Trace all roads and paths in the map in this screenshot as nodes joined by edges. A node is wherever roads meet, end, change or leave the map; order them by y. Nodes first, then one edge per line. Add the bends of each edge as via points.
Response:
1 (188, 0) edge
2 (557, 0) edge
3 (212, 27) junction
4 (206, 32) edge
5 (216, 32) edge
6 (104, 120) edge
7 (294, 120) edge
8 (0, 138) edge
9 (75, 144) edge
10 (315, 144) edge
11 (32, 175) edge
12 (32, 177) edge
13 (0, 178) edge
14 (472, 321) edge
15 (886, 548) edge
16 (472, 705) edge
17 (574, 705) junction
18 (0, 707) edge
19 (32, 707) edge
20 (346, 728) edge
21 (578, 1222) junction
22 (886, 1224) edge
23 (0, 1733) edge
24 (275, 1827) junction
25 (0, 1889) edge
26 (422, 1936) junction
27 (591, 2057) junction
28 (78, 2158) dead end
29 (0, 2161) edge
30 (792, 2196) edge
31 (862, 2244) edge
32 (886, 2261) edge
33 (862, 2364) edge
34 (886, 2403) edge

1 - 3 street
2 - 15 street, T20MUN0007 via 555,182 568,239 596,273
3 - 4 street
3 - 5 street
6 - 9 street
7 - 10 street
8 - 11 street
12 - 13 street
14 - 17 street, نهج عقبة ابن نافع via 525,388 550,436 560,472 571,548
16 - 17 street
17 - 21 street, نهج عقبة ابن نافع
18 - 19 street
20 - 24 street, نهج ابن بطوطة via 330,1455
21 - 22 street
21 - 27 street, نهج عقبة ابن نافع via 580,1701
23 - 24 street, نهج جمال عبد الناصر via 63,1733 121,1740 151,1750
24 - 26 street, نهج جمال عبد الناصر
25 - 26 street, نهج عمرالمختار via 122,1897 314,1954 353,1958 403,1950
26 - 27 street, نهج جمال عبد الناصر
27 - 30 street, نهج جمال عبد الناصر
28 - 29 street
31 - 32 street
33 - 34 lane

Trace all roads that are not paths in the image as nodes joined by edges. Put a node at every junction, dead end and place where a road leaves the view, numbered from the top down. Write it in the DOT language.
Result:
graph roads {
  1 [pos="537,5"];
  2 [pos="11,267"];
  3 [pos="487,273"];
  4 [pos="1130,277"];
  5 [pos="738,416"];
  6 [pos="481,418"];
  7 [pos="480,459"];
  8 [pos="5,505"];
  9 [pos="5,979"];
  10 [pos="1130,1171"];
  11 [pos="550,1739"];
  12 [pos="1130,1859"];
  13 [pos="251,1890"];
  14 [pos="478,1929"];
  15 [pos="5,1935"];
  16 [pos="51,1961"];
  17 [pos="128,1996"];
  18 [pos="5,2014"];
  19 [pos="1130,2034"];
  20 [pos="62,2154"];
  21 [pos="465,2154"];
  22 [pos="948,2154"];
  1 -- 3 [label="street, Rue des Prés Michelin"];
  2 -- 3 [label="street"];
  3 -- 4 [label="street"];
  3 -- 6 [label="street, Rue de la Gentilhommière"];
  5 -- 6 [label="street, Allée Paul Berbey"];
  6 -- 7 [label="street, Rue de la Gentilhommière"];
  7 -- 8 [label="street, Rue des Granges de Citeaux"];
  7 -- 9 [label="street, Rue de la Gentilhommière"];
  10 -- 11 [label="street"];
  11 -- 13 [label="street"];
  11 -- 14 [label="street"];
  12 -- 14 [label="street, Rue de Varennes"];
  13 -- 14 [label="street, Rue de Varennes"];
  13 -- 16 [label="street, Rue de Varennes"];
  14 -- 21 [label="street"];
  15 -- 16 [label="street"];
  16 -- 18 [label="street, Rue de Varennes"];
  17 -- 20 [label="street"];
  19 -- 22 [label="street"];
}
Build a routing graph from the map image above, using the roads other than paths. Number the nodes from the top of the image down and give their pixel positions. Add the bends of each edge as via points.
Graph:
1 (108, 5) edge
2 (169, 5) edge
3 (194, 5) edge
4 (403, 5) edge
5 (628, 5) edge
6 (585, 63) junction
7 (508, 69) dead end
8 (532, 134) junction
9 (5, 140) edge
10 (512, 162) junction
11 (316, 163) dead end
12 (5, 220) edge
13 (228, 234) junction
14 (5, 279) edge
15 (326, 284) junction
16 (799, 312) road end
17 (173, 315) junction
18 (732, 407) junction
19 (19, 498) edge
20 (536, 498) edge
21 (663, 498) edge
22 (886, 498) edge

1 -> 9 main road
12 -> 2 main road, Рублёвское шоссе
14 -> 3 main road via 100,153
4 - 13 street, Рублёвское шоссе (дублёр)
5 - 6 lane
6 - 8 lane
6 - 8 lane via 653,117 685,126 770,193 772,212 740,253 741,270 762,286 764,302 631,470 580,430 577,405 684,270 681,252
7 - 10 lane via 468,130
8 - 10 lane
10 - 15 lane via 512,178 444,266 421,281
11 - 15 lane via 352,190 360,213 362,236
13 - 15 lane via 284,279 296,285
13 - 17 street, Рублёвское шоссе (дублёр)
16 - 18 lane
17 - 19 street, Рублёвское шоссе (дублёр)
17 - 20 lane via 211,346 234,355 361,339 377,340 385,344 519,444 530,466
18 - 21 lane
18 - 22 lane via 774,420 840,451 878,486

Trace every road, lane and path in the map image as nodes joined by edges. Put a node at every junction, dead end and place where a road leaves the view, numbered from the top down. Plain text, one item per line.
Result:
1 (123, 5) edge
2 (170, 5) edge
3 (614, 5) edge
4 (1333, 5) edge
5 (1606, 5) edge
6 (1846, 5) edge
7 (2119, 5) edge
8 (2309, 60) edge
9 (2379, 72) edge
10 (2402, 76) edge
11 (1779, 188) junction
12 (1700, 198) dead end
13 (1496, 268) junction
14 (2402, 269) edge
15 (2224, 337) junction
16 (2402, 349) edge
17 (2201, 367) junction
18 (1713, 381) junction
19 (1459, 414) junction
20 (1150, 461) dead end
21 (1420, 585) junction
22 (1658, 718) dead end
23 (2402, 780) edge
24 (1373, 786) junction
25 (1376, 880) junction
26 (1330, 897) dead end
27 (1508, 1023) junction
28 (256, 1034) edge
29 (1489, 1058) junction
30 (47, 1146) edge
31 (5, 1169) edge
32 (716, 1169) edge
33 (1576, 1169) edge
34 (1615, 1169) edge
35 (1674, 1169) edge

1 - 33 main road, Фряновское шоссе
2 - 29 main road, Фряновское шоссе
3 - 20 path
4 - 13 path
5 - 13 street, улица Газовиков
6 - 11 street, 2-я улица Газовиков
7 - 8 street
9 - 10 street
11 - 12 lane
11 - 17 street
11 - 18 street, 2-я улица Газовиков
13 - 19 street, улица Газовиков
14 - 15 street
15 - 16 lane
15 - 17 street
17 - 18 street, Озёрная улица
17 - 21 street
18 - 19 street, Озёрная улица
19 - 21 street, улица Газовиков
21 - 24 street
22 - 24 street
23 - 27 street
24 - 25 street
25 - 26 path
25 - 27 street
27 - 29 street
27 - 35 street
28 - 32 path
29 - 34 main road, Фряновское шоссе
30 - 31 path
● ● ● ●
» ACTIVITY:
Count up the lines in the material above that contain the string "Газовиков", then state that figure alone.

» RESULT FOR THIS TASK:
5